(Dataset records)
■ ■ ■ ■ ■ ■ ■

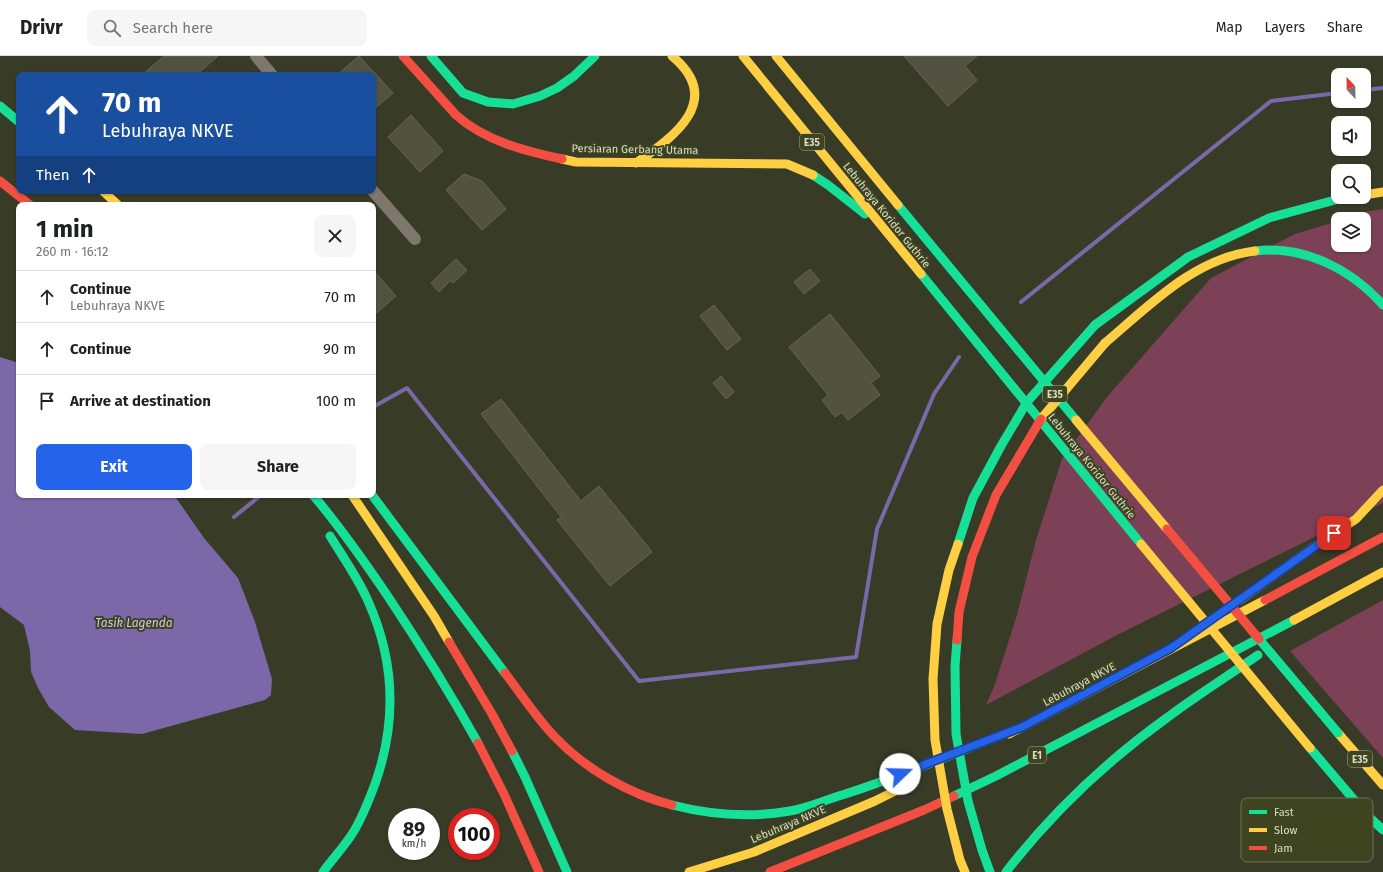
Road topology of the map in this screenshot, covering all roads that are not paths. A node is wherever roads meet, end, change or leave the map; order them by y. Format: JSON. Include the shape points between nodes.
{"nodes":[{"id":1,"x":256,"y":56,"type":"edge"},
{"id":2,"x":403,"y":56,"type":"edge"},
{"id":3,"x":431,"y":56,"type":"edge"},
{"id":4,"x":595,"y":56,"type":"edge"},
{"id":5,"x":672,"y":56,"type":"edge"},
{"id":6,"x":743,"y":56,"type":"edge"},
{"id":7,"x":776,"y":56,"type":"edge"},
{"id":8,"x":269,"y":72,"type":"edge"},
{"id":9,"x":0,"y":106,"type":"edge"},
{"id":10,"x":16,"y":119,"type":"edge"},
{"id":11,"x":636,"y":163,"type":"junction"},
{"id":12,"x":0,"y":181,"type":"edge"},
{"id":13,"x":1383,"y":192,"type":"edge"},
{"id":14,"x":376,"y":193,"type":"edge"},
{"id":15,"x":16,"y":194,"type":"edge"},
{"id":16,"x":16,"y":194,"type":"edge"},
{"id":17,"x":106,"y":194,"type":"edge"},
{"id":18,"x":1371,"y":194,"type":"edge"},
{"id":19,"x":1331,"y":201,"type":"edge"},
{"id":20,"x":26,"y":202,"type":"edge"},
{"id":21,"x":115,"y":202,"type":"edge"},
{"id":22,"x":882,"y":228,"type":"junction"},
{"id":23,"x":415,"y":238,"type":"dead end"},
{"id":24,"x":1383,"y":305,"type":"edge"},
{"id":25,"x":1383,"y":490,"type":"edge"},
{"id":26,"x":316,"y":498,"type":"edge"},
{"id":27,"x":317,"y":498,"type":"edge"},
{"id":28,"x":354,"y":498,"type":"edge"},
{"id":29,"x":374,"y":498,"type":"edge"},
{"id":30,"x":1383,"y":537,"type":"edge"},
{"id":31,"x":1383,"y":572,"type":"edge"},
{"id":32,"x":1295,"y":620,"type":"junction"},
{"id":33,"x":1171,"y":648,"type":"junction"},
{"id":34,"x":1022,"y":727,"type":"junction"},
{"id":35,"x":931,"y":773,"type":"dead end"},
{"id":36,"x":910,"y":783,"type":"dead end"},
{"id":37,"x":1383,"y":785,"type":"edge"},
{"id":38,"x":1352,"y":798,"type":"edge"},
{"id":39,"x":1373,"y":821,"type":"edge"},
{"id":40,"x":1383,"y":830,"type":"edge"},
{"id":41,"x":323,"y":872,"type":"edge"},
{"id":42,"x":539,"y":872,"type":"edge"},
{"id":43,"x":566,"y":872,"type":"edge"},
{"id":44,"x":689,"y":872,"type":"edge"},
{"id":45,"x":770,"y":872,"type":"edge"},
{"id":46,"x":965,"y":872,"type":"edge"},
{"id":47,"x":990,"y":872,"type":"edge"},
{"id":48,"x":1006,"y":872,"type":"edge"}],
"edges":[{"from":1,"to":8,"type":"street"},
{"from":2,"to":11,"type":"main road","name":"Persiaran Gerbang Utama","via":[[464,123],[502,144],[576,162]]},
{"from":3,"to":4,"type":"main road","via":[[463,93],[488,102],[513,104],[557,88]]},
{"from":5,"to":11,"type":"main road","via":[[681,63],[689,75],[695,90],[695,102],[679,130]]},
{"from":6,"to":22,"type":"main road","name":"Lebuhraya Koridor Guthrie","number":"E35"},
{"from":7,"to":37,"type":"main road","name":"Lebuhraya Koridor Guthrie","number":"E35","bridge":true,"via":[[942,259]]},
{"from":9,"to":10,"type":"main road"},
{"from":11,"to":22,"type":"main road","name":"Persiaran Gerbang Utama","via":[[787,164],[800,167],[813,174]]},
{"from":12,"to":16,"type":"main road"},
{"from":13,"to":18,"type":"main road"},
{"from":14,"to":23,"type":"street"},
{"from":15,"to":20,"type":"main road"},
{"from":17,"to":21,"type":"main road"},
{"from":19,"to":46,"type":"main road","bridge":true,"via":[[1269,218],[1195,254],[1095,325],[1027,402],[973,498],[949,570],[937,624],[934,679],[934,740],[946,809]]},
{"from":22,"to":38,"type":"main road","name":"Lebuhraya Koridor Guthrie","number":"E35","bridge":true},
{"from":24,"to":47,"type":"main road","bridge":true,"via":[[1363,284],[1337,268],[1304,254],[1270,250],[1226,258],[1189,275],[1105,343],[1039,422],[996,496],[972,556],[959,612],[955,666],[956,734],[968,800]]},
{"from":25,"to":33,"type":"main road","via":[[1356,519]]},
{"from":26,"to":41,"type":"main road","via":[[325,526],[364,592],[382,640],[390,686],[389,728],[376,783],[356,827]]},
{"from":27,"to":42,"type":"main road","via":[[359,553],[444,685],[499,784]]},
{"from":28,"to":43,"type":"main road","via":[[434,616],[492,714],[525,777]]},
{"from":29,"to":34,"type":"main road","via":[[528,704],[555,736],[572,752],[610,779],[655,800],[712,814],[742,816],[790,811],[859,790]]},
{"from":30,"to":33,"type":"main road","name":"Lebuhraya NKVE"},
{"from":31,"to":32,"type":"main road","number":"E1"},
{"from":32,"to":45,"type":"main road","number":"E1","via":[[960,794]]},
{"from":32,"to":48,"type":"main road","via":[[1275,642],[1255,658],[1167,717],[1108,764],[1039,831]]},
{"from":33,"to":34,"type":"main road","name":"Lebuhraya NKVE"},
{"from":34,"to":35,"type":"main road","name":"Lebuhraya NKVE"},
{"from":36,"to":44,"type":"main road","name":"Lebuhraya NKVE","via":[[875,801],[754,852]]},
{"from":39,"to":40,"type":"main road","name":"Lebuhraya Koridor Guthrie","number":"E35","bridge":true}]}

■ ■ ■ ■ ■ ■ ■

▸ Assignment:
The data above needs to be retyped exactly, with the images left out.

▸ Expected output:
Road topology of the map in this screenshot, covering all roads that are not paths. A node is wherever roads meet, end, change or leave the map; order them by y. Format: JSON. Include the shape points between nodes.
{"nodes":[{"id":1,"x":256,"y":56,"type":"edge"},
{"id":2,"x":403,"y":56,"type":"edge"},
{"id":3,"x":431,"y":56,"type":"edge"},
{"id":4,"x":595,"y":56,"type":"edge"},
{"id":5,"x":672,"y":56,"type":"edge"},
{"id":6,"x":743,"y":56,"type":"edge"},
{"id":7,"x":776,"y":56,"type":"edge"},
{"id":8,"x":269,"y":72,"type":"edge"},
{"id":9,"x":0,"y":106,"type":"edge"},
{"id":10,"x":16,"y":119,"type":"edge"},
{"id":11,"x":636,"y":163,"type":"junction"},
{"id":12,"x":0,"y":181,"type":"edge"},
{"id":13,"x":1383,"y":192,"type":"edge"},
{"id":14,"x":376,"y":193,"type":"edge"},
{"id":15,"x":16,"y":194,"type":"edge"},
{"id":16,"x":16,"y":194,"type":"edge"},
{"id":17,"x":106,"y":194,"type":"edge"},
{"id":18,"x":1371,"y":194,"type":"edge"},
{"id":19,"x":1331,"y":201,"type":"edge"},
{"id":20,"x":26,"y":202,"type":"edge"},
{"id":21,"x":115,"y":202,"type":"edge"},
{"id":22,"x":882,"y":228,"type":"junction"},
{"id":23,"x":415,"y":238,"type":"dead end"},
{"id":24,"x":1383,"y":305,"type":"edge"},
{"id":25,"x":1383,"y":490,"type":"edge"},
{"id":26,"x":316,"y":498,"type":"edge"},
{"id":27,"x":317,"y":498,"type":"edge"},
{"id":28,"x":354,"y":498,"type":"edge"},
{"id":29,"x":374,"y":498,"type":"edge"},
{"id":30,"x":1383,"y":537,"type":"edge"},
{"id":31,"x":1383,"y":572,"type":"edge"},
{"id":32,"x":1295,"y":620,"type":"junction"},
{"id":33,"x":1171,"y":648,"type":"junction"},
{"id":34,"x":1022,"y":727,"type":"junction"},
{"id":35,"x":931,"y":773,"type":"dead end"},
{"id":36,"x":910,"y":783,"type":"dead end"},
{"id":37,"x":1383,"y":785,"type":"edge"},
{"id":38,"x":1352,"y":798,"type":"edge"},
{"id":39,"x":1373,"y":821,"type":"edge"},
{"id":40,"x":1383,"y":830,"type":"edge"},
{"id":41,"x":323,"y":872,"type":"edge"},
{"id":42,"x":539,"y":872,"type":"edge"},
{"id":43,"x":566,"y":872,"type":"edge"},
{"id":44,"x":689,"y":872,"type":"edge"},
{"id":45,"x":770,"y":872,"type":"edge"},
{"id":46,"x":965,"y":872,"type":"edge"},
{"id":47,"x":990,"y":872,"type":"edge"},
{"id":48,"x":1006,"y":872,"type":"edge"}],
"edges":[{"from":1,"to":8,"type":"street"},
{"from":2,"to":11,"type":"main road","name":"Persiaran Gerbang Utama","via":[[464,123],[502,144],[576,162]]},
{"from":3,"to":4,"type":"main road","via":[[463,93],[488,102],[513,104],[557,88]]},
{"from":5,"to":11,"type":"main road","via":[[681,63],[689,75],[695,90],[695,102],[679,130]]},
{"from":6,"to":22,"type":"main road","name":"Lebuhraya Koridor Guthrie","number":"E35"},
{"from":7,"to":37,"type":"main road","name":"Lebuhraya Koridor Guthrie","number":"E35","bridge":true,"via":[[942,259]]},
{"from":9,"to":10,"type":"main road"},
{"from":11,"to":22,"type":"main road","name":"Persiaran Gerbang Utama","via":[[787,164],[800,167],[813,174]]},
{"from":12,"to":16,"type":"main road"},
{"from":13,"to":18,"type":"main road"},
{"from":14,"to":23,"type":"street"},
{"from":15,"to":20,"type":"main road"},
{"from":17,"to":21,"type":"main road"},
{"from":19,"to":46,"type":"main road","bridge":true,"via":[[1269,218],[1195,254],[1095,325],[1027,402],[973,498],[949,570],[937,624],[934,679],[934,740],[946,809]]},
{"from":22,"to":38,"type":"main road","name":"Lebuhraya Koridor Guthrie","number":"E35","bridge":true},
{"from":24,"to":47,"type":"main road","bridge":true,"via":[[1363,284],[1337,268],[1304,254],[1270,250],[1226,258],[1189,275],[1105,343],[1039,422],[996,496],[972,556],[959,612],[955,666],[956,734],[968,800]]},
{"from":25,"to":33,"type":"main road","via":[[1356,519]]},
{"from":26,"to":41,"type":"main road","via":[[325,526],[364,592],[382,640],[390,686],[389,728],[376,783],[356,827]]},
{"from":27,"to":42,"type":"main road","via":[[359,553],[444,685],[499,784]]},
{"from":28,"to":43,"type":"main road","via":[[434,616],[492,714],[525,777]]},
{"from":29,"to":34,"type":"main road","via":[[528,704],[555,736],[572,752],[610,779],[655,800],[712,814],[742,816],[790,811],[859,790]]},
{"from":30,"to":33,"type":"main road","name":"Lebuhraya NKVE"},
{"from":31,"to":32,"type":"main road","number":"E1"},
{"from":32,"to":45,"type":"main road","number":"E1","via":[[960,794]]},
{"from":32,"to":48,"type":"main road","via":[[1275,642],[1255,658],[1167,717],[1108,764],[1039,831]]},
{"from":33,"to":34,"type":"main road","name":"Lebuhraya NKVE"},
{"from":34,"to":35,"type":"main road","name":"Lebuhraya NKVE"},
{"from":36,"to":44,"type":"main road","name":"Lebuhraya NKVE","via":[[875,801],[754,852]]},
{"from":39,"to":40,"type":"main road","name":"Lebuhraya Koridor Guthrie","number":"E35","bridge":true}]}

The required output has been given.